---------- Source data

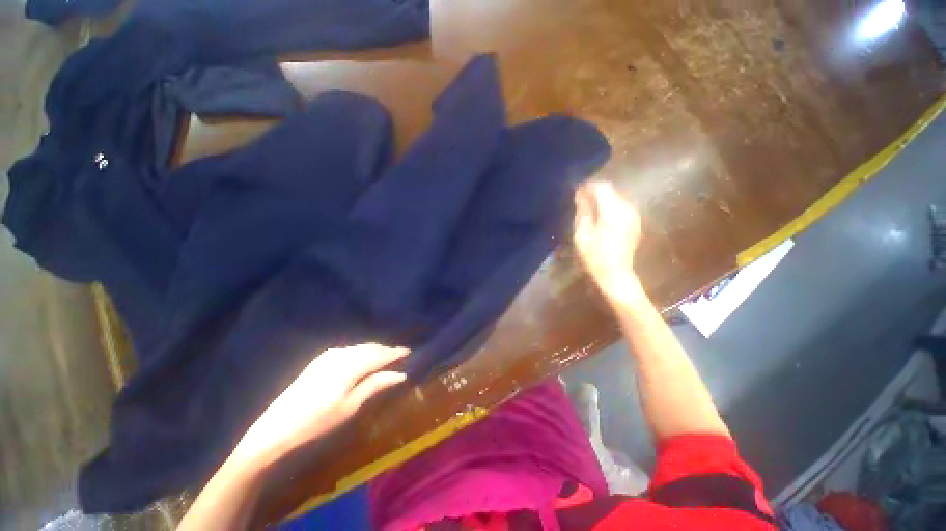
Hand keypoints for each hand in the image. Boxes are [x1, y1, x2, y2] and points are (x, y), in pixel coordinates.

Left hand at [232, 343, 408, 464]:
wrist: (275, 429)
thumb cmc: (317, 422)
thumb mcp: (350, 407)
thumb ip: (375, 385)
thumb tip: (399, 374)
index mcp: (349, 366)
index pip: (379, 355)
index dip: (395, 353)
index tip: (409, 351)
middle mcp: (340, 354)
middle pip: (369, 348)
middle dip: (386, 350)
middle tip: (400, 354)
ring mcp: (328, 355)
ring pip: (359, 348)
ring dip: (374, 350)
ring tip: (386, 356)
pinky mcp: (320, 360)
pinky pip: (348, 350)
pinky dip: (361, 352)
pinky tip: (364, 359)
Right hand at [574, 181, 643, 303]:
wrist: (616, 274)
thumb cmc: (595, 255)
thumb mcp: (582, 234)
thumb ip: (583, 211)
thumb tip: (581, 195)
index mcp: (612, 210)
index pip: (602, 188)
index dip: (588, 187)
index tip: (577, 193)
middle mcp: (626, 209)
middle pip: (611, 192)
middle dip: (595, 194)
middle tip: (581, 203)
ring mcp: (633, 216)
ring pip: (616, 200)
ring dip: (603, 202)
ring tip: (589, 213)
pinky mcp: (635, 223)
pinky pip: (621, 209)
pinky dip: (610, 209)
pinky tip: (601, 221)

--------------------

- _Problem to work on_
Nothing but the lines from the one that contains "middle dip: (595, 194)" through the end of the data above should appear, each reproduced exactly.

- _Result_
middle dip: (595, 194)
middle tip: (581, 203)
ring mcp: (633, 216)
ring pip: (616, 200)
ring dip: (603, 202)
ring tip: (589, 213)
pinky mcp: (635, 223)
pinky pip: (621, 209)
pinky dip: (610, 209)
pinky tip: (601, 221)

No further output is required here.